What Are You Looking At?
You’re waiting at the station for your train and you glance at the electronic poster next to you. It notices that you’re looking at it, and from your gaze it works out what you would most like to see. The display changes to show you new brands of mobile phone, and then changes again to show handheld computers as it notices your gaze flicker. You glance at the clock and so it brings up a list of forthcoming trains, then zooms in on yours and shows you exactly how long it will take to arrive. It’s as though it’s reading your mind – but really it’s reading your eyes.
Intelligent displays such as this may only be a few years away thanks to the fascinating research of computer scientists who specialise in eye tracking and machine learning software. Like computerised mind-readers, eyetracking technology follows the strange patterns of our gazes, and machine learning software is used to learn what it all means. But reading our gazes is not easy. It’s so hard to do that in 2005, PASCAL (a European funded network of scientists who specialise on pattern analysis, statistical modelling and machine learning) sponsored a challenge: could a computer learn to tell whether we found something useful, just by watching our eyes? Could a computer look deep into our eyes and guess our thoughts? If it could, what kind of program would it need to run?
Our eyes really do give away many of our thoughts. Only a tiny part in the middle of our vision called the fovea is capable of seeing detailed images. Everything else is just a blur. To give us the illusion that we see everything around us in perfect clarity, our eyes dart about several times a second in saccades, sampling different parts of the scene around us, and our brains glue together the separate parts to make the complete view that we think we see. Even as you read this text right now, your eyes are not sliding smoothly along as a camera might. You are hopping from word to word, often focussing on the middle of a word, maybe focussing twice on a longer or unfamiliar word such as saccade, sometimes backtracking to resample previous words, and often skipping the smaller words entirely. If a line was drawn, following the path of your gaze as you read this document, it would resemble a messy child’s scribble, not the smooth line from left to right that you might have imagined.

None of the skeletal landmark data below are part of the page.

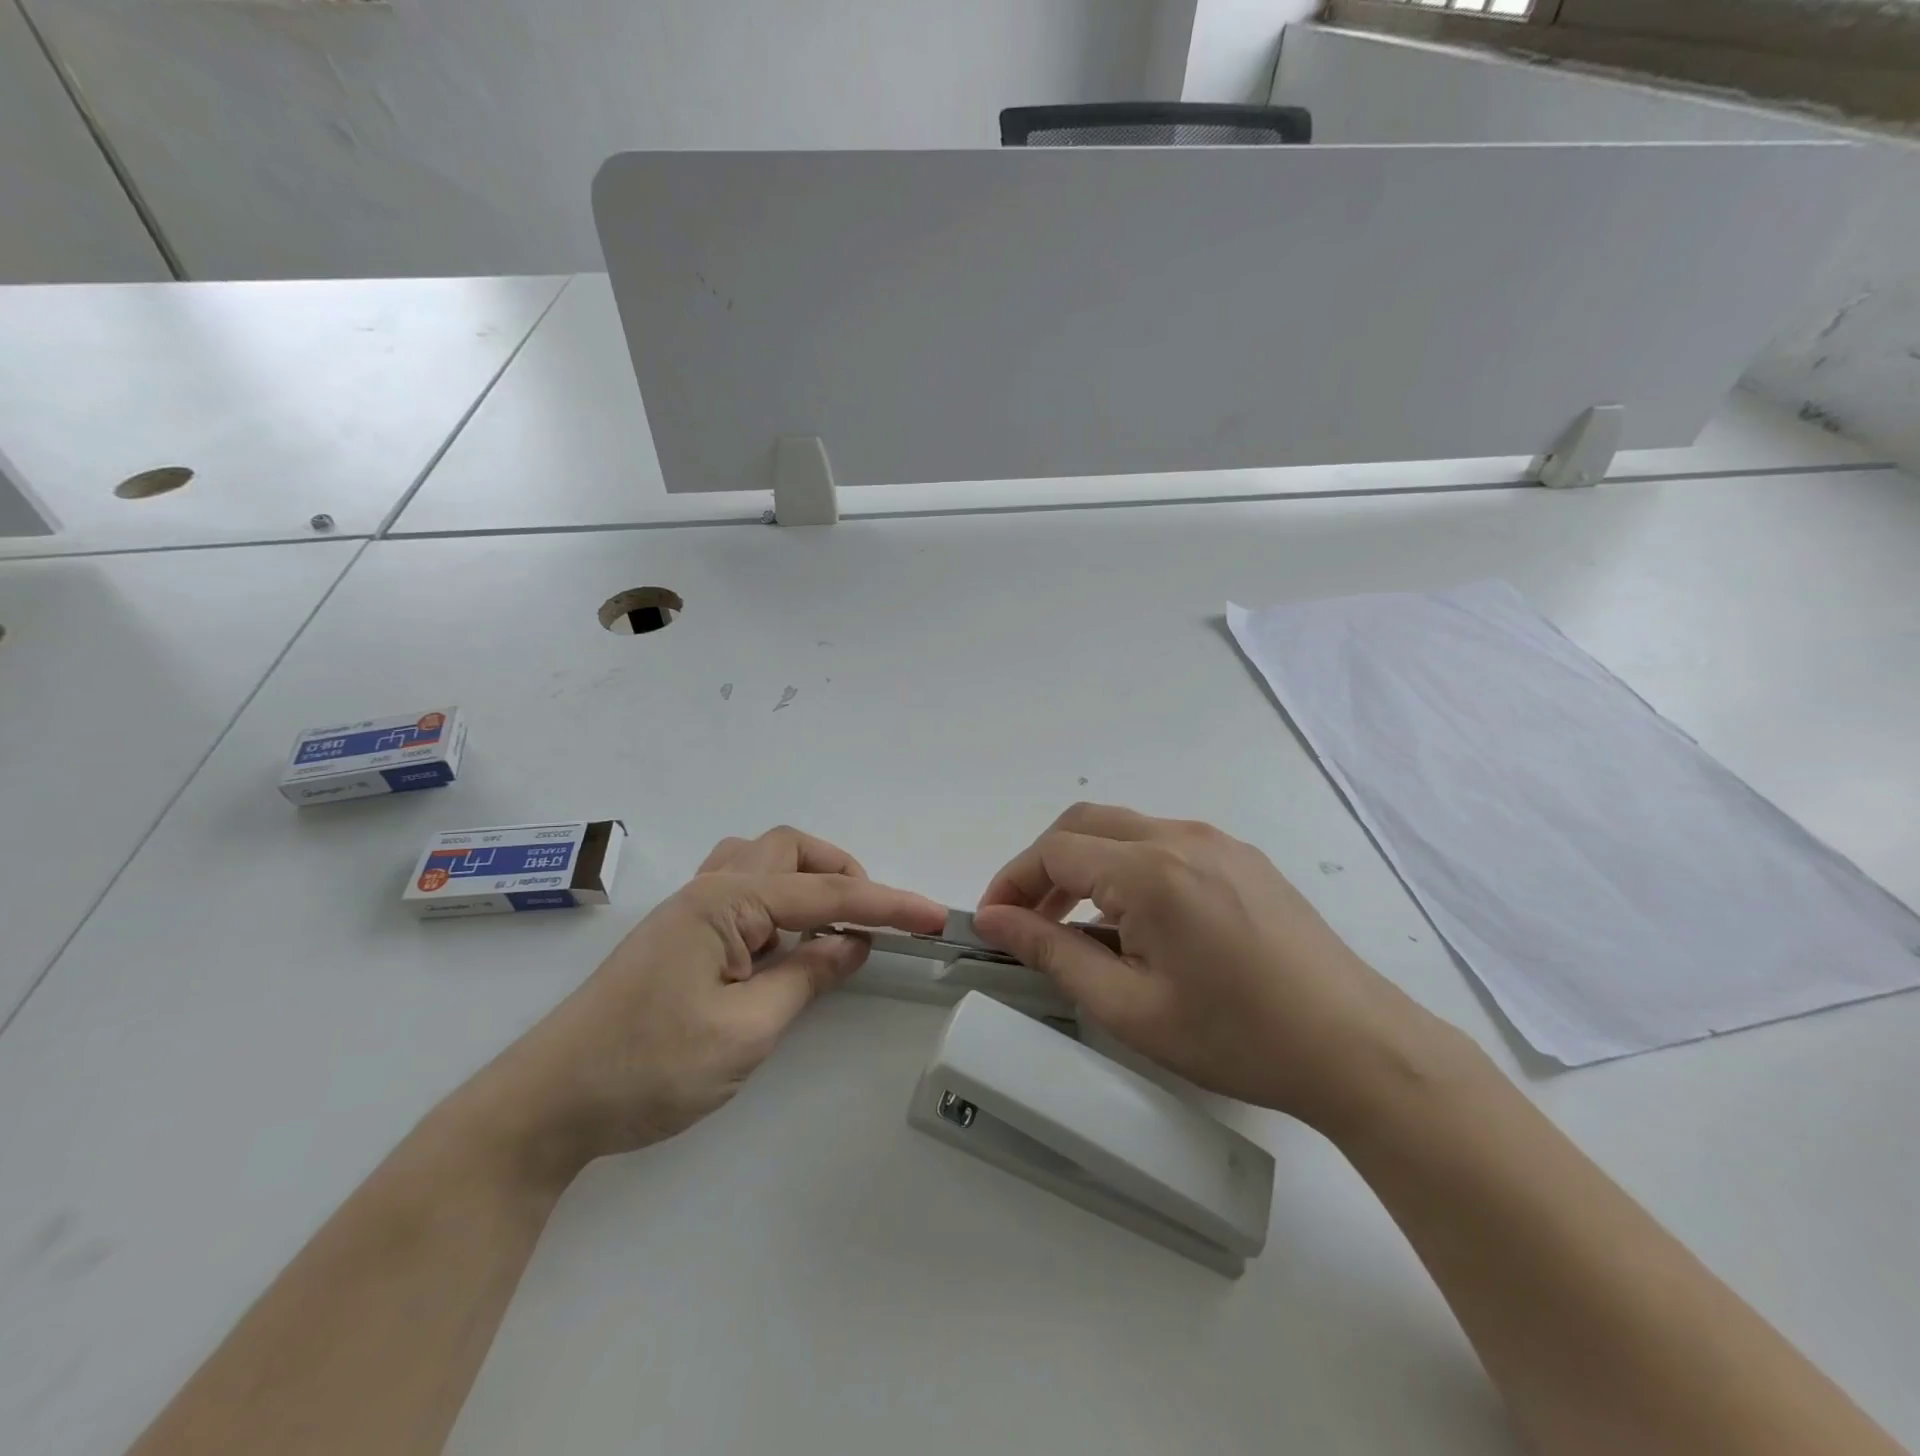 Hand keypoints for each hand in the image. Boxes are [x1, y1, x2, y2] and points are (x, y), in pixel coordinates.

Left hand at [461, 827, 946, 1180]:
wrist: (546, 1105)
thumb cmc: (647, 1068)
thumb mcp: (745, 1031)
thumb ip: (806, 977)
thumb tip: (852, 946)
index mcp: (726, 901)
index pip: (826, 895)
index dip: (886, 905)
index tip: (934, 916)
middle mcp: (708, 888)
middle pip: (790, 850)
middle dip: (842, 874)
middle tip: (872, 921)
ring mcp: (688, 909)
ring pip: (762, 862)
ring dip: (807, 880)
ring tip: (832, 926)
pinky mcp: (679, 933)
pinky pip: (742, 890)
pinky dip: (780, 901)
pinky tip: (784, 941)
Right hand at [973, 804, 1444, 1132]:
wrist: (1356, 1047)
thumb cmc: (1236, 1037)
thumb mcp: (1130, 1007)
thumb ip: (1053, 954)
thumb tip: (995, 921)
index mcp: (1151, 871)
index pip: (1054, 851)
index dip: (1012, 883)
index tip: (991, 923)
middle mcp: (1181, 836)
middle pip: (1083, 824)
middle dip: (1042, 866)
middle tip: (1026, 921)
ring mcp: (1217, 841)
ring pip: (1123, 829)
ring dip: (1084, 865)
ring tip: (1075, 926)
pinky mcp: (1241, 857)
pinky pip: (1162, 843)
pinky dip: (1125, 867)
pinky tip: (1134, 920)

When we look at a more complex document such as a web page or poster, it’s even worse. Our eyes are flitting about the screen or paper like demented grasshoppers, and even when we fixate on something for a moment, our eyes may drift slightly, tremor or even continue to dart about in tiny micro-saccades. Not only that, but our irises also change depending on our mental state. Their main function may be to dilate depending on the light, but they also fluctuate if we’re thinking hard or having an emotional response such as anger, guilt or desire. If we’re thinking particularly hard or remembering something, we may look away in a particular direction, let our eyes unfocus and ignore our vision altogether.

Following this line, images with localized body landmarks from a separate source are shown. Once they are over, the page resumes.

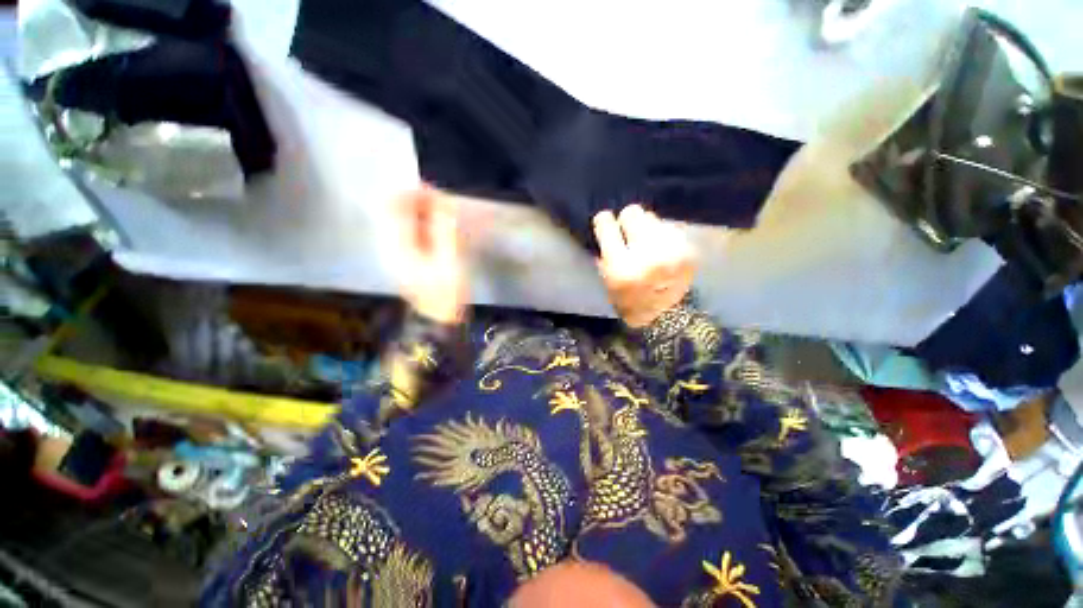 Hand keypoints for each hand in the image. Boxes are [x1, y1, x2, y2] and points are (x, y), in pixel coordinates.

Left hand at [395, 185, 468, 323]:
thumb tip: (441, 201)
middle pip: (393, 211)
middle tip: (442, 201)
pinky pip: (407, 230)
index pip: (394, 208)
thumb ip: (444, 230)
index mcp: (397, 247)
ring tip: (442, 211)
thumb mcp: (449, 261)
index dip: (411, 193)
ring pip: (400, 219)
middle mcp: (388, 245)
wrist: (439, 317)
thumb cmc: (446, 292)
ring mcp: (394, 251)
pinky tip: (437, 225)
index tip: (435, 190)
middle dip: (416, 200)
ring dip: (419, 210)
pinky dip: (421, 222)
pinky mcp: (403, 256)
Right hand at [593, 205, 695, 327]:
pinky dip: (662, 235)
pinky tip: (661, 249)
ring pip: (652, 217)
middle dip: (627, 221)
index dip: (604, 221)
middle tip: (628, 233)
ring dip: (646, 227)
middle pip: (633, 213)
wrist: (666, 317)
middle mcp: (647, 254)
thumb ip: (605, 254)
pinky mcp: (688, 250)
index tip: (606, 223)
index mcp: (622, 267)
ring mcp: (671, 250)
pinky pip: (668, 228)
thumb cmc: (630, 301)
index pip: (607, 225)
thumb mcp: (607, 282)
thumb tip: (607, 229)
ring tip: (646, 243) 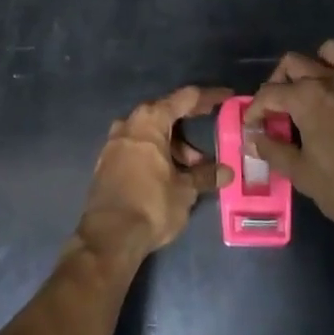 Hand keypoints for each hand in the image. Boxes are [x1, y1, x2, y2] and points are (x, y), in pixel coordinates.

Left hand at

We thought it would be good to give the machine learning community the chance to try out their methods in a new field
Not a leaking pen, this is the pattern of eye fixations over a period of less than 5 seconds as a person searches up and down a Web page for the right link. Larger blobs mean the eye fixated on one spot for longer. Surprisingly few words are read. The red ‘x’ marks the link that was chosen. Image produced using a Tobii X50 eye tracker, operated by Sven Laqua, Research Student, Human Centred Systems Group, UCL. Eyes belong to Peter Bentley.

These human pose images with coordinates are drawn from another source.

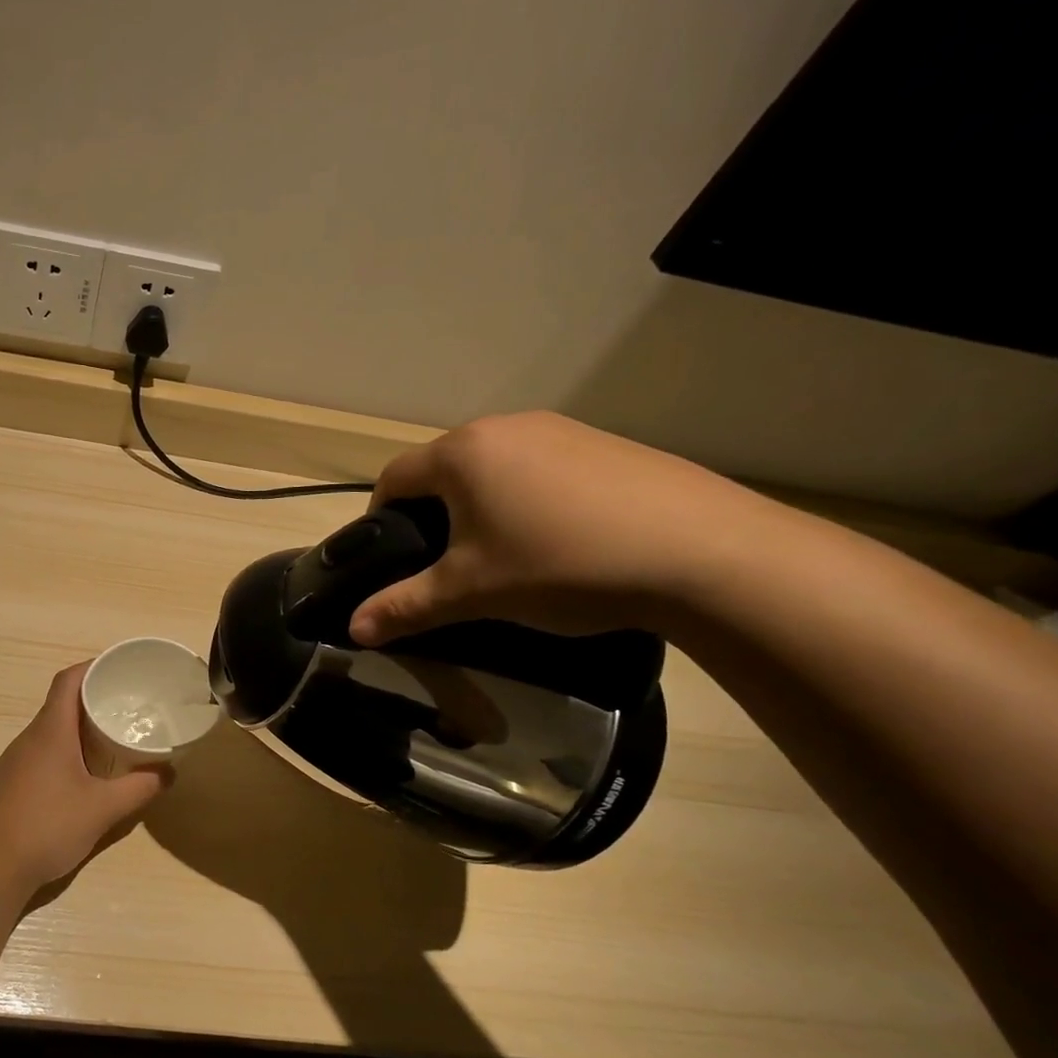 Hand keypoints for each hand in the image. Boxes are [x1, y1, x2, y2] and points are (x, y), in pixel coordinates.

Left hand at [0, 664, 167, 889]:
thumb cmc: (48, 827)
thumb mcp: (103, 809)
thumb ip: (139, 789)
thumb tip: (169, 773)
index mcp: (50, 731)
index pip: (68, 680)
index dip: (92, 667)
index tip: (120, 670)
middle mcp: (29, 738)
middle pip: (60, 704)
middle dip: (93, 700)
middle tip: (127, 708)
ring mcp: (15, 761)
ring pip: (51, 731)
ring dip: (79, 729)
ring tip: (111, 740)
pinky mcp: (9, 783)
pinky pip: (41, 753)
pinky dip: (65, 752)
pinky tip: (82, 776)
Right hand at [349, 412, 783, 645]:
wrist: (703, 553)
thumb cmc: (559, 565)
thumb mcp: (471, 593)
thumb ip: (405, 607)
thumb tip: (354, 630)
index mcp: (462, 453)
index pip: (394, 477)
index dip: (379, 517)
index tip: (387, 557)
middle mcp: (506, 427)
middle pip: (444, 469)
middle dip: (432, 514)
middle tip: (445, 564)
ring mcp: (563, 430)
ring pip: (495, 468)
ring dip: (482, 506)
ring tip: (504, 555)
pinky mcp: (607, 445)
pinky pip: (543, 469)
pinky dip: (531, 500)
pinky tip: (560, 540)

The good news is that all of the tiny, barely perceptible changes in our gazes can be measured. In 2005 a Finnish group of computer scientists did exactly that with a series of tests on 11 people. They used a Tobii eye tracker built into a computer monitor that beams near-infrared light at the pupils of the eyes to create patterns of reflections. These patterns were then used to track exactly where the people were looking on the screen, at 50 times a second. The test subjects were given a task rather like a multiple-choice questionnaire: they were presented with a question and 10 possible answers (5 wrong, 4 relevant, and 1 right) and asked to find the right answer. The patterns of the gaze of each person were then measured, as they read and reread the text on the screen. The data gathered was then used for the challenge: could a computer predict which text a person finds most relevant from only the shifting movement of his or her eyes?
“Gaze patterns contain both direct and subtle cues about users’ attention and interests, but being very noisy they require sophisticated modeling and signal processing,” according to Samuel Kaski, one of the organisers of the competition. “We thought it would be good to give the machine learning community the chance to try out their methods in a new field of application.”
Two competitions were set for European scientists: in the first, the data was preprocessed into useful, time-independent categories such as length of saccade, length of fixations, pupil diameter; in the second just the raw time-series of measurements of the eyes were provided – a much harder task.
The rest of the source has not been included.